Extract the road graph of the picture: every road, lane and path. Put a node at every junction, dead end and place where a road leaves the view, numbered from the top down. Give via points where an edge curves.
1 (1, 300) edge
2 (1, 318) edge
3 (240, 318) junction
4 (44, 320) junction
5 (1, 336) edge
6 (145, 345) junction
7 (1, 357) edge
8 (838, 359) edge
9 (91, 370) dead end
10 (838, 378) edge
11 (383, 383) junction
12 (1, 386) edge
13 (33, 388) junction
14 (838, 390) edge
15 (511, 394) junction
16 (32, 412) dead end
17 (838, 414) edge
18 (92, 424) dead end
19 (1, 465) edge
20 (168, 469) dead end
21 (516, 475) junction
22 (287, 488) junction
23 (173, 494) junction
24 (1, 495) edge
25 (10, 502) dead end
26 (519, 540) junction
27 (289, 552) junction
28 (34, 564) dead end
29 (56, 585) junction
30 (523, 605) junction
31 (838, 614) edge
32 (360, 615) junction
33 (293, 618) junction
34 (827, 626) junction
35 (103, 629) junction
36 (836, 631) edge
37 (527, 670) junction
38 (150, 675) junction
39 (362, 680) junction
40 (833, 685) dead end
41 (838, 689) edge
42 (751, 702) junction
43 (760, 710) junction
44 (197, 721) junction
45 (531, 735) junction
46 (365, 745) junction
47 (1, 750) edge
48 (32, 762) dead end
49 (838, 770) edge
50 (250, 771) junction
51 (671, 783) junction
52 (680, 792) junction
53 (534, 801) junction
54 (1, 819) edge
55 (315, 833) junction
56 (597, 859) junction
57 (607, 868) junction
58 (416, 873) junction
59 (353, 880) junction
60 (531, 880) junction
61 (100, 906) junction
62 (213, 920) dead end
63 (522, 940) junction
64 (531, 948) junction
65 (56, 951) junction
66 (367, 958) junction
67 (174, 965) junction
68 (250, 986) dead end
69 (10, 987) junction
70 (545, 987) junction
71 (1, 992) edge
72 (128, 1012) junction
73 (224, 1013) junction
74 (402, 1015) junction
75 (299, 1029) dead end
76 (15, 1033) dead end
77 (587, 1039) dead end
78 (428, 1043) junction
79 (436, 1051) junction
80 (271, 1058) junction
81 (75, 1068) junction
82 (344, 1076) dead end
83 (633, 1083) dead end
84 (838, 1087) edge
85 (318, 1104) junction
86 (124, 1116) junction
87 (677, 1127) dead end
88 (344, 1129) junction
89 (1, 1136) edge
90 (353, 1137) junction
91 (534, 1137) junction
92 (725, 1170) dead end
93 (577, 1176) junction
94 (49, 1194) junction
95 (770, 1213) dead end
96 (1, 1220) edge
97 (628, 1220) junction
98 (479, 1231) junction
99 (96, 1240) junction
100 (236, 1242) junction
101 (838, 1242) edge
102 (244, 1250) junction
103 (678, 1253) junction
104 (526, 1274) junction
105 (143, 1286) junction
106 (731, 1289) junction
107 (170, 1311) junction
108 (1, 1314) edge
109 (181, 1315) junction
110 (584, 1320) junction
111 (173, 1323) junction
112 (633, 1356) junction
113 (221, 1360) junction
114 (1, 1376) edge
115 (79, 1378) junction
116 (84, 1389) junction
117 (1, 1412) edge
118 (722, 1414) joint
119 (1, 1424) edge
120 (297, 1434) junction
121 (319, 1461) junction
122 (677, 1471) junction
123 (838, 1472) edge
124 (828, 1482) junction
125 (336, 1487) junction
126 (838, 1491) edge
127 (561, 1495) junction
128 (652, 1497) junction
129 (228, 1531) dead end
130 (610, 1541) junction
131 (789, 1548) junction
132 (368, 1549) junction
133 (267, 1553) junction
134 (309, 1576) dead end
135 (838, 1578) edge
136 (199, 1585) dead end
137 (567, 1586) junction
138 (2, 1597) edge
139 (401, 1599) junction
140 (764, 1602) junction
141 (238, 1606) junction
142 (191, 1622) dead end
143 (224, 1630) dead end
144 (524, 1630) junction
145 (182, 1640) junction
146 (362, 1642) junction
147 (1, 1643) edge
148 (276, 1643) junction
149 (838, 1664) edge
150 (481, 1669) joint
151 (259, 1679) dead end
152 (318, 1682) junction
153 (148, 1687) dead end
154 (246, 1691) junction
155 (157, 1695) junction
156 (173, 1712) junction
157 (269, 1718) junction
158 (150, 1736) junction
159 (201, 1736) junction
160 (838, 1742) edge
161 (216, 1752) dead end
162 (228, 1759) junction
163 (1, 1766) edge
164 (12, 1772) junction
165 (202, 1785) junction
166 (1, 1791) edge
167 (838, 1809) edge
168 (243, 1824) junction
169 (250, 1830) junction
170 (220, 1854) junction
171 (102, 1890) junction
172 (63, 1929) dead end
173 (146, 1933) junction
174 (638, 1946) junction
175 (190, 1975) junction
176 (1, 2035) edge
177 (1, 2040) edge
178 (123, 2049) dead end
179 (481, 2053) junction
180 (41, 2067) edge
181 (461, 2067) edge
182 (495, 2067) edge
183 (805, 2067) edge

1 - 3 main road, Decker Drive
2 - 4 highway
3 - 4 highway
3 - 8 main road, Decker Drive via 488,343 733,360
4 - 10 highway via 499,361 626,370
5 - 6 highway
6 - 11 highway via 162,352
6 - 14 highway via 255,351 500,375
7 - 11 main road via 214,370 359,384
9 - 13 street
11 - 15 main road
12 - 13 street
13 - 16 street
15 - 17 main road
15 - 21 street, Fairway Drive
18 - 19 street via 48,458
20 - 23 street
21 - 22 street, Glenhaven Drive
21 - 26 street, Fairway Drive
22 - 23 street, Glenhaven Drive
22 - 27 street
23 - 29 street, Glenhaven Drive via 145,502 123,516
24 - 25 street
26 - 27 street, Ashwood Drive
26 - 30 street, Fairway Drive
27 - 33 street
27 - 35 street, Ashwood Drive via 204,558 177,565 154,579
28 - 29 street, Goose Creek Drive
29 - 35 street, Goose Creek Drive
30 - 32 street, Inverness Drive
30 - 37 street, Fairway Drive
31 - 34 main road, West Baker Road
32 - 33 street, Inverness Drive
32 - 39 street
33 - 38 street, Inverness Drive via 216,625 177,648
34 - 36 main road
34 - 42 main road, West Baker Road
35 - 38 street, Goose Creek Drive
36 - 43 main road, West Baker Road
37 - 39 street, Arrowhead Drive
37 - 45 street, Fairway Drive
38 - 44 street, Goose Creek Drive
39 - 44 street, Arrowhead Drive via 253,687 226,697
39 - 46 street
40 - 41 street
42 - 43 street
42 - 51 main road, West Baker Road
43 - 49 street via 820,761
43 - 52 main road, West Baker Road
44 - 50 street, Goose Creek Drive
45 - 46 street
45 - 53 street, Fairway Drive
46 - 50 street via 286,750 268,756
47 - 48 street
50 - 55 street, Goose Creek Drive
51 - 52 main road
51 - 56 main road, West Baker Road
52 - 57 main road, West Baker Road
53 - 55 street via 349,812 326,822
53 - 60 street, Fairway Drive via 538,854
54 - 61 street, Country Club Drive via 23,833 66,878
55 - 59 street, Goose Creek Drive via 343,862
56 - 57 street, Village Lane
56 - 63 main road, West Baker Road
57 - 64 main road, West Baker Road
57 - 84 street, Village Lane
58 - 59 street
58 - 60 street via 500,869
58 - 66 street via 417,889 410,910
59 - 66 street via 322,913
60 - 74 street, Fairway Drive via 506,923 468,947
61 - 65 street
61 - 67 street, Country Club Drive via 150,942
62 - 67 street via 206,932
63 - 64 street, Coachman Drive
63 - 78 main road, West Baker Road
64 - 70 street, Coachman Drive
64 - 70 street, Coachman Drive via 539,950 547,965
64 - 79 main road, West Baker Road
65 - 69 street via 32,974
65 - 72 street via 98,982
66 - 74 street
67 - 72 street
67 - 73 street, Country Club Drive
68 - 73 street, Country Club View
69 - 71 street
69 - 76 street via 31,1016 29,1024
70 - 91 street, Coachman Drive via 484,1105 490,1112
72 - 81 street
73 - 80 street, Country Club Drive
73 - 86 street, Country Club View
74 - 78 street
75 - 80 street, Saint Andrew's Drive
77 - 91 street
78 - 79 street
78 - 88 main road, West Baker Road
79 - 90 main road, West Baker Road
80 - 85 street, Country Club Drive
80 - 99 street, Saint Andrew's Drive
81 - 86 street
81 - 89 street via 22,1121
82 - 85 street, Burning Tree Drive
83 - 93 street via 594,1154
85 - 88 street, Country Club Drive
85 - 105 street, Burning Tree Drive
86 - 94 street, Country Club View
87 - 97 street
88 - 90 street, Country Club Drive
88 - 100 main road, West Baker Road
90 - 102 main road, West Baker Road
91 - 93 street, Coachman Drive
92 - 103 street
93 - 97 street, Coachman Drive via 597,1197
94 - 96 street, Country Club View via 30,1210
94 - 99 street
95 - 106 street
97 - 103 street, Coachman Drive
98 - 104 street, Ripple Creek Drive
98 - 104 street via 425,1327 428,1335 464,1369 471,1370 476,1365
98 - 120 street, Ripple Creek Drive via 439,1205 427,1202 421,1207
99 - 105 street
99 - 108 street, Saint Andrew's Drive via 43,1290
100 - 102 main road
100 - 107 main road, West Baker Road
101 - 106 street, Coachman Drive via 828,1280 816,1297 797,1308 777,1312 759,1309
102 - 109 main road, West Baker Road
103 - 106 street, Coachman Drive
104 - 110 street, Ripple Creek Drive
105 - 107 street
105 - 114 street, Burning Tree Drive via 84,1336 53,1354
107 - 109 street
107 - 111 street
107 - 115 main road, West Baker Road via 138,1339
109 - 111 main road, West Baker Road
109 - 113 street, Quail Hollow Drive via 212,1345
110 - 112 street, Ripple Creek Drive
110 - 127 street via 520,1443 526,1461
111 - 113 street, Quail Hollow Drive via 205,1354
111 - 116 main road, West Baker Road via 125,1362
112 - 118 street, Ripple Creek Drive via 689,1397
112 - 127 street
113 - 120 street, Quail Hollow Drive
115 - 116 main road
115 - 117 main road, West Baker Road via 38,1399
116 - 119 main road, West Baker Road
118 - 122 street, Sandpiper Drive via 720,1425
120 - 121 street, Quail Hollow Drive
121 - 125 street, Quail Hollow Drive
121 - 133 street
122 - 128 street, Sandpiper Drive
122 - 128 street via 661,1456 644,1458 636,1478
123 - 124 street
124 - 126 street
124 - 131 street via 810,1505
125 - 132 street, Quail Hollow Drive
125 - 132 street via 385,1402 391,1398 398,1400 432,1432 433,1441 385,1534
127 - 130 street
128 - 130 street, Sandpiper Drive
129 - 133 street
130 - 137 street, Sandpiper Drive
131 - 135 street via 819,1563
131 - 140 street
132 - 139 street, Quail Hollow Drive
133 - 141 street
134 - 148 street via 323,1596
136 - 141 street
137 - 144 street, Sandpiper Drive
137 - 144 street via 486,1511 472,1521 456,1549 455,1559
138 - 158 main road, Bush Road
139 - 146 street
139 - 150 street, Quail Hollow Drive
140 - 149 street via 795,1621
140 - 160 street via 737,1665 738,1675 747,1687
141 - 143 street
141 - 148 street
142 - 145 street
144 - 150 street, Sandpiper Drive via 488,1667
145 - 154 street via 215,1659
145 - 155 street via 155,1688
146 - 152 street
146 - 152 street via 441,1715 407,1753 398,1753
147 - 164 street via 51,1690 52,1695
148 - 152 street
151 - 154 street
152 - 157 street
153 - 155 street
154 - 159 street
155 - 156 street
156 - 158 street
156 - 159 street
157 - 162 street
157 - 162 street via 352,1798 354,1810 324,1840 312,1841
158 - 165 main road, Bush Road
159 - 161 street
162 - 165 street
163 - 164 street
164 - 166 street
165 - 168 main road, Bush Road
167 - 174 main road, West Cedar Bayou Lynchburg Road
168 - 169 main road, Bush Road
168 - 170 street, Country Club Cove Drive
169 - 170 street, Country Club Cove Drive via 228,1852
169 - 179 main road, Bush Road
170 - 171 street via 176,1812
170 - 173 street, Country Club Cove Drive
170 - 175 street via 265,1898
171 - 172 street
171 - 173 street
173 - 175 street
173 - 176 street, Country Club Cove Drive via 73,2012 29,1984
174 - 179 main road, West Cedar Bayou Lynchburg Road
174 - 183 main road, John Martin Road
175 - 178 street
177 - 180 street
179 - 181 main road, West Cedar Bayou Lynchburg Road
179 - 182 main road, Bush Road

-.-.-

→ Assigned task:
Pick out every line above that holds the word "highway" and copy it.

→ Result of the task:
2 - 4 highway
3 - 4 highway
4 - 10 highway via 499,361 626,370
5 - 6 highway
6 - 11 highway via 162,352
6 - 14 highway via 255,351 500,375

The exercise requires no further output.